Feb 6, 2014, 9:41 AM
The participants were also educated on the key findings of the 2013 Demographic and Health Survey, and the development and health implications of female genital cutting and other harmful traditional practices.The forum was held in Kerewan in the North Bank Region.
Saikou JK Trawally, executive director of NPS, said the UNFPA (UN Population Fund) and The Gambia government attached great importance to building people’s awareness on population-related issues, to enhance national economic growth.
He said the objectives of the Gambia National Population Policy include ensuring that population issues are systematically integrated into all aspects of development planning and programming at all levels.
The policy also hopes to enhance integrated rural and urban development, in order to improve rural living conditions and curb rural-urban migration.
Mr Trawally noted that in terms of population, the greatest challenges of The Gambia remain a high population growth, very youthful population, high urbanisation rate, high population density and high poverty rate.
As a result, meeting the reproductive health, population and development challenges in The Gambia requires the concerted efforts of all stakeholders, and also needs a sustainable platform for long-term success.
Ebrima Hydara, senior community health nurse tutor at Farafenni health directorate, said FGM/C puts girls at risk of complications at the time of the procedure.
Presenting a paper on the medical aspects of female circumcision, Mr Hydara said the likelihood of transmission of the AIDS virus in the process of FGM/C has been added to the long list of complications associated with it.
Deputy Governor Mustapha Saidy of NBR commended NPS for their foresight, while urging the regional population task force to be thorough in raising public awareness on population issues.
Ndey Fatou Jobe-Sanyang, deputy Director of the Women’s Bureau, said the government is committed to equal treatment before the law and at work places at all times.
She noted that the government has manifested political will in the protection and promotion of women, and a clear testimony of this was the enactment of the Women’s Act, Sexual Offences Act, and Domestic Violence Act.

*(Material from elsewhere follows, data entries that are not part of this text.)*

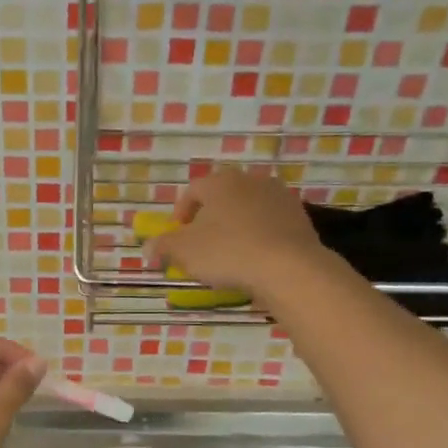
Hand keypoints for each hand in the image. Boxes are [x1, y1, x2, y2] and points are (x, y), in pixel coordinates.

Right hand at [143, 170, 325, 297]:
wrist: (288, 267)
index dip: (181, 214)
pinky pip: (270, 224)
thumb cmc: (227, 252)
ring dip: (236, 226)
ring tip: (230, 253)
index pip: (192, 192)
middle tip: (202, 245)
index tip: (178, 237)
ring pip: (248, 210)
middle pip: (222, 198)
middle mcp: (250, 180)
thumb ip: (163, 246)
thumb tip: (148, 247)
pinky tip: (256, 258)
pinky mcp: (300, 216)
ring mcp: (279, 196)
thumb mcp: (184, 251)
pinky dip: (260, 236)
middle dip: (209, 219)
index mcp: (219, 182)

Mrs Jobe-Sanyang called on institutions and NGOs to mainstream gender-related issues in all policies and programmes.
She said inequality and discrimination based on gender is an impediment to the achievement of women’s rights, and this was recognised in the Millennium Declaration as a significant factor undermining progress in many contexts.
It was this recognition that led to the inclusion of a stand-alone goal on gender equality and women’s empowerment (MDG3) and the integration of gender.
The women’s rights activist said the low numbers of women in public decision-making places such as the National Assembly and local councils needed to be remedied.
She said remedying this would ensure that women’s voices feature prominently in democratic institutions, during public and private deliberations.
Momodou Fatajo, senior statistician on Population and Demographic Statistics at the Gambia Bureau of Statistics, said the Demographic Dividend Survey, 2013 shows improvements in health status, especially children and women’s health, as a result of the decrease in the number of children born to each family.
He said mortality reduction requires not just strengthening of the health system, but also paying deliberate attention to issues of sexual and reproductive health and rights of all population segments.